> [Task objective] Lines below starting with the line with "options.set_hint_style(cairo.HINT_STYLE_NONE)" and going on through the line with "cr.restore()" must be output exactly; the rest of the records must be left out.

> [Record extracts]
•••••
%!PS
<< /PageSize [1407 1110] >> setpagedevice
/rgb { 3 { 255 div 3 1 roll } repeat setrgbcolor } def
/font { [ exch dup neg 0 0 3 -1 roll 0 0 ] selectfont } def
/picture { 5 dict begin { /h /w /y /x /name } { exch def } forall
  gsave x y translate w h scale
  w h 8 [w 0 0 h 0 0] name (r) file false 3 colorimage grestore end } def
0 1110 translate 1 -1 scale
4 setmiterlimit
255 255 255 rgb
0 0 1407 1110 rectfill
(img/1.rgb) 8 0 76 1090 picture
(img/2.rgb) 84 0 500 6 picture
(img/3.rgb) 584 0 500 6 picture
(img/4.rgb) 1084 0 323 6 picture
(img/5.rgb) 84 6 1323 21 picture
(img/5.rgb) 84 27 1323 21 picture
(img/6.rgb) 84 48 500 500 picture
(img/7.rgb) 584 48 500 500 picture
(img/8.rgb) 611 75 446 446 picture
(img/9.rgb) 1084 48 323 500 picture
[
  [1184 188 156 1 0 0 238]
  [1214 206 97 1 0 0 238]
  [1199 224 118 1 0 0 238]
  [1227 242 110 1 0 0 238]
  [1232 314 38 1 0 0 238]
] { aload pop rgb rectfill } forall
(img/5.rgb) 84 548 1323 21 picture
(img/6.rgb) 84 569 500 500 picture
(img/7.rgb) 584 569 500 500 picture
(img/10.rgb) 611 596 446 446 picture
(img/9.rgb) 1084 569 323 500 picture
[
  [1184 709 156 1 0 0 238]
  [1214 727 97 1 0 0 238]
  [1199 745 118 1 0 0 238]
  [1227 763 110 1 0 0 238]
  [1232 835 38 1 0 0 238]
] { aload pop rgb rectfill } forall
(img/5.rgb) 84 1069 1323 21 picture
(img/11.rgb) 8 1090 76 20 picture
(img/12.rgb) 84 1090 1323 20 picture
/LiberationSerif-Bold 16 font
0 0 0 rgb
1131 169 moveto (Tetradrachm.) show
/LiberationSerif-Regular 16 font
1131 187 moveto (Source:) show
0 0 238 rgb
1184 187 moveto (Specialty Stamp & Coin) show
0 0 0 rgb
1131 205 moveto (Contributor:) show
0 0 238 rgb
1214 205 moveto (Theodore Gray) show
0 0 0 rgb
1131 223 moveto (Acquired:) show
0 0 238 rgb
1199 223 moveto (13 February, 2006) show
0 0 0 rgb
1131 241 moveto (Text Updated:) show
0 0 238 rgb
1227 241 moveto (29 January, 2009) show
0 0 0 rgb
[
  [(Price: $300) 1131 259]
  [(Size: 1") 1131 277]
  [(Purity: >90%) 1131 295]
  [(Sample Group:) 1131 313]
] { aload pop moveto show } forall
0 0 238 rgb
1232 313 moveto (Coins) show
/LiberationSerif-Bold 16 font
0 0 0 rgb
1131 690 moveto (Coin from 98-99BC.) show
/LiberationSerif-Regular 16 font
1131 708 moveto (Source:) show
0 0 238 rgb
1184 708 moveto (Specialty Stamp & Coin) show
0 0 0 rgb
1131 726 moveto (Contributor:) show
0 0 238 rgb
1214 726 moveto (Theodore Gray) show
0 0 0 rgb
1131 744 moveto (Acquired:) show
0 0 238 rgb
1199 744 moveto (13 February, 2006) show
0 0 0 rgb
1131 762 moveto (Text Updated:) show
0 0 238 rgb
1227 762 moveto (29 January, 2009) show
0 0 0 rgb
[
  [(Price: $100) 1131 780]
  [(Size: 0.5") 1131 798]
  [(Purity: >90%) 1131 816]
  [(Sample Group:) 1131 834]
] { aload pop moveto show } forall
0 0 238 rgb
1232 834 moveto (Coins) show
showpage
•••••
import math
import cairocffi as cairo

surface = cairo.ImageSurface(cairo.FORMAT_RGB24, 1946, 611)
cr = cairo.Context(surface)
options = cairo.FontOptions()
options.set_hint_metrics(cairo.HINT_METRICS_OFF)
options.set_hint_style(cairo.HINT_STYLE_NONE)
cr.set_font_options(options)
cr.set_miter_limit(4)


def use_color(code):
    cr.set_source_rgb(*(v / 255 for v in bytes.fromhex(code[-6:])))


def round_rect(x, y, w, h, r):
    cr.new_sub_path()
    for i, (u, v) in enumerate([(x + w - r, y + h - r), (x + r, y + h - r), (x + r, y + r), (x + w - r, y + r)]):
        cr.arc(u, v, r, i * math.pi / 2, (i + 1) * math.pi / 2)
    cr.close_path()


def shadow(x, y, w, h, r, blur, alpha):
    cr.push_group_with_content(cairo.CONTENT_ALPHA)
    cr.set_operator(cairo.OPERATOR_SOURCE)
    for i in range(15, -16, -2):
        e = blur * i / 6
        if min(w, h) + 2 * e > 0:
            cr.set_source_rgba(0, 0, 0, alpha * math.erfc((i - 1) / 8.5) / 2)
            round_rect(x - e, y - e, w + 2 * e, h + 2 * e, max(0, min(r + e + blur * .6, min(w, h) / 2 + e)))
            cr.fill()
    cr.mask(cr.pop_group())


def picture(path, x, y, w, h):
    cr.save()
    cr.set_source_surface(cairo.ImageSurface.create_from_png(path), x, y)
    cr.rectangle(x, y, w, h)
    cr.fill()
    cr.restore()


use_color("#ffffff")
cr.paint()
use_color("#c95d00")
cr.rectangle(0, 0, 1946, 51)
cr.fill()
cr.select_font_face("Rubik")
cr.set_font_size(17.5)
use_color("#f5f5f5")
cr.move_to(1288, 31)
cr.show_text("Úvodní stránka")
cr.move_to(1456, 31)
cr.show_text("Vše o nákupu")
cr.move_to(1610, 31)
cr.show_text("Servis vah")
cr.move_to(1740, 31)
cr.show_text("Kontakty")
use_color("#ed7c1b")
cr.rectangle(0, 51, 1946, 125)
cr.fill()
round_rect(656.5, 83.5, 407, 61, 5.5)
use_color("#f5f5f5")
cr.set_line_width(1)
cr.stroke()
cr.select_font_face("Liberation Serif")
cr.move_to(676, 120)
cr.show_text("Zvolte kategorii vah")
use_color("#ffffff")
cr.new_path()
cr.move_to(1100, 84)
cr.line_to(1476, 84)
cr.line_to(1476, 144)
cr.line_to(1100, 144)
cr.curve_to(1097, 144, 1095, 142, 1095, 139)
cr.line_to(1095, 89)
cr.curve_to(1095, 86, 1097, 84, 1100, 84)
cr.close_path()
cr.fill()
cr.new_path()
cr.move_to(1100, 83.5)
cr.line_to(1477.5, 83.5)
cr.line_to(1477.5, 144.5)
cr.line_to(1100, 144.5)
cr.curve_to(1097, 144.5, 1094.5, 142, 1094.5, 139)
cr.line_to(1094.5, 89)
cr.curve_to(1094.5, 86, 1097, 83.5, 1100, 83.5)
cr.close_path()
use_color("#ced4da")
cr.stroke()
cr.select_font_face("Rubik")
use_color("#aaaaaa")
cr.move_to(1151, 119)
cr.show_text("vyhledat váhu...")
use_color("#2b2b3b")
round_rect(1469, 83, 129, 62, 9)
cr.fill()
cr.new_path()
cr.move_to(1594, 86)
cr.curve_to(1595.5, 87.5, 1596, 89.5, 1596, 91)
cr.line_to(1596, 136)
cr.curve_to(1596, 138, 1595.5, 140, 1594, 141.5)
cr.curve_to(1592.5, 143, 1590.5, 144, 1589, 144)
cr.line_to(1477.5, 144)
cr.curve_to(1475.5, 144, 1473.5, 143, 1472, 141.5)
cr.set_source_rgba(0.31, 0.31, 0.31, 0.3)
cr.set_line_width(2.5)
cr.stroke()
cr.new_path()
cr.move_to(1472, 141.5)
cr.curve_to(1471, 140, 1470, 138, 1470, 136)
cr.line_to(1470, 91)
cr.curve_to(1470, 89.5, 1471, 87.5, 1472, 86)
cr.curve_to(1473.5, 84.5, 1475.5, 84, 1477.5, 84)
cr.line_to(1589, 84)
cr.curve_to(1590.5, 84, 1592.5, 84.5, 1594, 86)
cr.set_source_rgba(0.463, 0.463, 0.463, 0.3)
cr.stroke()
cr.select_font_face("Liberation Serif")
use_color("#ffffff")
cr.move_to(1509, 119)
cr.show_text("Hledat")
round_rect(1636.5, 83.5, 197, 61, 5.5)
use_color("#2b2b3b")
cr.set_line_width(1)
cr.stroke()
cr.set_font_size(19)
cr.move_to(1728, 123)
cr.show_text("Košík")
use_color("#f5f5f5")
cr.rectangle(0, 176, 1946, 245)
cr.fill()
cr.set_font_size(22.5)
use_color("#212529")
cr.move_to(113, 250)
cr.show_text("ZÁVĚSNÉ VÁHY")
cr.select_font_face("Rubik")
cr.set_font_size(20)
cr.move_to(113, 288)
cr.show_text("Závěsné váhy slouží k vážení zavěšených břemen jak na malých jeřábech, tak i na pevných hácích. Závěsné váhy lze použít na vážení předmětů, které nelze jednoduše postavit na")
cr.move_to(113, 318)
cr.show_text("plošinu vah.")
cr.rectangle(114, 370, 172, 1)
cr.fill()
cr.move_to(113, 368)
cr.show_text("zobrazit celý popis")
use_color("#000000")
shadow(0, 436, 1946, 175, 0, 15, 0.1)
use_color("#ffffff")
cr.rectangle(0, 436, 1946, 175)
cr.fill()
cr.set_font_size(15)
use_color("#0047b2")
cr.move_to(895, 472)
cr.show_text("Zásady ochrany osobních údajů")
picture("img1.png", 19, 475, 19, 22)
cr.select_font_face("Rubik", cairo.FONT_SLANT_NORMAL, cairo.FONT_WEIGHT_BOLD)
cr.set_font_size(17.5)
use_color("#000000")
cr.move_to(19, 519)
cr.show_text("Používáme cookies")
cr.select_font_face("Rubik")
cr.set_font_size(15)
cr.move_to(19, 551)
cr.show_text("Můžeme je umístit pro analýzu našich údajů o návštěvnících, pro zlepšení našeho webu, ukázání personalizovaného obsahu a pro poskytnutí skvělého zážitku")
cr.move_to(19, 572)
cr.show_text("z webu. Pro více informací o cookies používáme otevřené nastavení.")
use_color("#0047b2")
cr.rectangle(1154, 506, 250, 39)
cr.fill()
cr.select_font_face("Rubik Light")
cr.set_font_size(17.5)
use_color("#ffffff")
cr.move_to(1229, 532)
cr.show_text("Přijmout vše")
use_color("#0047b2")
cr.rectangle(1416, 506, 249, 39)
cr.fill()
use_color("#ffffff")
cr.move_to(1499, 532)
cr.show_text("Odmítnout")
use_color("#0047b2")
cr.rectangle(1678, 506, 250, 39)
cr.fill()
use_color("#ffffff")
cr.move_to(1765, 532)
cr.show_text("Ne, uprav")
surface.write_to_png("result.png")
•••••
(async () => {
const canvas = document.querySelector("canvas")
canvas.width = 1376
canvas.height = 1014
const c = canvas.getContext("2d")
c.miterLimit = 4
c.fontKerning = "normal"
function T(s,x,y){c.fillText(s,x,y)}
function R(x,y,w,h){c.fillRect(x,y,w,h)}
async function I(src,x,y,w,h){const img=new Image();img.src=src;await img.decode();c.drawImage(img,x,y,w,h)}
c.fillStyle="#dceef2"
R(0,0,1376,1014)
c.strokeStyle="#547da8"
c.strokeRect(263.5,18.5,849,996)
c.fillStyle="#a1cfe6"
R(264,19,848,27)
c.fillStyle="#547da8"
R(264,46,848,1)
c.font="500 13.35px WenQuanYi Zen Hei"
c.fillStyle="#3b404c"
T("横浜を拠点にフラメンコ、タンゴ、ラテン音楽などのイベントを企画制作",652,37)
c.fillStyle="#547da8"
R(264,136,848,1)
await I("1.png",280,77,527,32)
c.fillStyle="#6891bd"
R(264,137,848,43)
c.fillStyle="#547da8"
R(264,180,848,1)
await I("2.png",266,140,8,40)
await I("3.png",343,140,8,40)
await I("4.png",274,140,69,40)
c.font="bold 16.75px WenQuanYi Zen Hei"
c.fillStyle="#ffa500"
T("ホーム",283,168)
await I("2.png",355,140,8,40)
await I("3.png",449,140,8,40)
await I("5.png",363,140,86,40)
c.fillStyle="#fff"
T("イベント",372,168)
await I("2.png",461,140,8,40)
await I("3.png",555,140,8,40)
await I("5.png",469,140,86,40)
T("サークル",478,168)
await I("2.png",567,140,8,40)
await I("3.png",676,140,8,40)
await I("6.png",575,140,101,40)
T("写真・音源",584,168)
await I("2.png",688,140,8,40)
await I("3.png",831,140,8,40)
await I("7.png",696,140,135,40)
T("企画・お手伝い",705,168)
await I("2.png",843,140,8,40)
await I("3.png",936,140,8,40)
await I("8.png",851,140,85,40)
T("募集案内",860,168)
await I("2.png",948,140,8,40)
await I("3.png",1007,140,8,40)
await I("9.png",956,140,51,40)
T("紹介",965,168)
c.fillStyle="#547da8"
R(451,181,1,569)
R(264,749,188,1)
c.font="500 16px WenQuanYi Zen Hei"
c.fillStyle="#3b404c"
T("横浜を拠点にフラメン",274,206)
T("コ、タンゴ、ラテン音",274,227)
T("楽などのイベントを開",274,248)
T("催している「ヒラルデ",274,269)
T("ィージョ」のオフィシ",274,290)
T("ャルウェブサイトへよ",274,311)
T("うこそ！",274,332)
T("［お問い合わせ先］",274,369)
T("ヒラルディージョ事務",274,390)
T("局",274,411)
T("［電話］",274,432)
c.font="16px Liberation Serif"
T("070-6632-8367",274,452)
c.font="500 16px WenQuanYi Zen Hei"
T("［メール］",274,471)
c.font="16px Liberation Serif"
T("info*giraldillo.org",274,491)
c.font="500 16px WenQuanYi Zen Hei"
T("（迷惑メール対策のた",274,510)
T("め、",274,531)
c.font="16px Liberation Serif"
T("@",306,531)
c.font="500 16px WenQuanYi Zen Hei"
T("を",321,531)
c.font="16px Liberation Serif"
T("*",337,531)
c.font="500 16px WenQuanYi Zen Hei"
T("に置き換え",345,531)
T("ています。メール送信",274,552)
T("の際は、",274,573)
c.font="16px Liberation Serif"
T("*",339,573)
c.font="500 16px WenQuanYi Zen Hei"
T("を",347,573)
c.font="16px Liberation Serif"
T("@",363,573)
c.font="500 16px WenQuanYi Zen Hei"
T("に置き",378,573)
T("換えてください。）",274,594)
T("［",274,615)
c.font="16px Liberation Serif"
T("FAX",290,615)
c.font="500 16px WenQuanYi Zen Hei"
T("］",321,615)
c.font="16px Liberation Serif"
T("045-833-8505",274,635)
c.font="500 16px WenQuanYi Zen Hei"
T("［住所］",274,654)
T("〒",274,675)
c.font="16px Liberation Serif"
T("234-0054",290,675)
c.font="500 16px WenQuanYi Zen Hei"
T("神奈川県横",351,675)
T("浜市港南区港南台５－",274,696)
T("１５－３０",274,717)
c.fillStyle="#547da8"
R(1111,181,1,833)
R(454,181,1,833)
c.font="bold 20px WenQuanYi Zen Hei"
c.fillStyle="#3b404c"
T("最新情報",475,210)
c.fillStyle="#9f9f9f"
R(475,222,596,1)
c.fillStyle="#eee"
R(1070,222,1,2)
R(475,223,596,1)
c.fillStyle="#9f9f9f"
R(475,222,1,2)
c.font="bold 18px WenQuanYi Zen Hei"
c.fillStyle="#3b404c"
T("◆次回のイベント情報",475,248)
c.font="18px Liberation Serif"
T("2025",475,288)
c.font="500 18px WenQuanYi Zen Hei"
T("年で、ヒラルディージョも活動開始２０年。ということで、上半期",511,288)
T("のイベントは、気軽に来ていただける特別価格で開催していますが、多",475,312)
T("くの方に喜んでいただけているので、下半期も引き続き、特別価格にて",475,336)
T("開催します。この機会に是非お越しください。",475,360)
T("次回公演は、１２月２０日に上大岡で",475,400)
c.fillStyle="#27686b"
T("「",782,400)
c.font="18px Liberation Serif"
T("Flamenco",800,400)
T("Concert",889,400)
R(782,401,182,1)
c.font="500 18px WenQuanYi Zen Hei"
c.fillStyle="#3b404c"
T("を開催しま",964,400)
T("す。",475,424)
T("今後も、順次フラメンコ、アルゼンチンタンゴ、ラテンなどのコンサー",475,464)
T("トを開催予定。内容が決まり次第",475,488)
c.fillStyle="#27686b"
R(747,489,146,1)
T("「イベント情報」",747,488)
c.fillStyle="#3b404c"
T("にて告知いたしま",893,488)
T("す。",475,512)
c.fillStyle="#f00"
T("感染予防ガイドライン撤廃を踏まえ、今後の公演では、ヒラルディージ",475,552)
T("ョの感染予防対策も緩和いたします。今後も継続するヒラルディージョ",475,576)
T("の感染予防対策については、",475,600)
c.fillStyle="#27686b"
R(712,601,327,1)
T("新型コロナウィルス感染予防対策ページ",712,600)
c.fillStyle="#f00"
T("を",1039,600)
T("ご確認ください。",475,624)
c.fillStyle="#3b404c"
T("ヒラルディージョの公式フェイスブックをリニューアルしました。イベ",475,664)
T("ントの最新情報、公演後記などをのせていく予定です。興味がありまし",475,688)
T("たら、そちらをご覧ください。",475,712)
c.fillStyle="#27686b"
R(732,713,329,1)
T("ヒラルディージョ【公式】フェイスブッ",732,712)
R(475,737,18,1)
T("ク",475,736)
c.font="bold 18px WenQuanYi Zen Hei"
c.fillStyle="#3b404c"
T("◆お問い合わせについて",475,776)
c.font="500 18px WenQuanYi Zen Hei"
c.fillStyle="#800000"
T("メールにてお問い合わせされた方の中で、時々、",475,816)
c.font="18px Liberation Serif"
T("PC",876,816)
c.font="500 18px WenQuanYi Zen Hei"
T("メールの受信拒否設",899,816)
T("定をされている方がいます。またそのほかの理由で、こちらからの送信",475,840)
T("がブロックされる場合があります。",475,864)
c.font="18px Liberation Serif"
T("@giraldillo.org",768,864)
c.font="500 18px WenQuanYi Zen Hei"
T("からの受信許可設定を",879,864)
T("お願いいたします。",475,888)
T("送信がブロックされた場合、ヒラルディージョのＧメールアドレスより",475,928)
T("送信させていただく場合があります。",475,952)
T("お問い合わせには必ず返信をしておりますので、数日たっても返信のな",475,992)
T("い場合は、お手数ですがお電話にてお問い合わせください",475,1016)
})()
•••••
> [Task answer]
options.set_hint_style(cairo.HINT_STYLE_NONE)
cr.set_font_options(options)
cr.set_miter_limit(4)


def use_color(code):
    cr.set_source_rgb(*(v / 255 for v in bytes.fromhex(code[-6:])))


def round_rect(x, y, w, h, r):
    cr.new_sub_path()
    for i, (u, v) in enumerate([(x + w - r, y + h - r), (x + r, y + h - r), (x + r, y + r), (x + w - r, y + r)]):
        cr.arc(u, v, r, i * math.pi / 2, (i + 1) * math.pi / 2)
    cr.close_path()


def shadow(x, y, w, h, r, blur, alpha):
    cr.push_group_with_content(cairo.CONTENT_ALPHA)
    cr.set_operator(cairo.OPERATOR_SOURCE)
    for i in range(15, -16, -2):
        e = blur * i / 6
        if min(w, h) + 2 * e > 0:
            cr.set_source_rgba(0, 0, 0, alpha * math.erfc((i - 1) / 8.5) / 2)
            round_rect(x - e, y - e, w + 2 * e, h + 2 * e, max(0, min(r + e + blur * .6, min(w, h) / 2 + e)))
            cr.fill()
    cr.mask(cr.pop_group())


def picture(path, x, y, w, h):
    cr.save()
    cr.set_source_surface(cairo.ImageSurface.create_from_png(path), x, y)
    cr.rectangle(x, y, w, h)
    cr.fill()
    cr.restore()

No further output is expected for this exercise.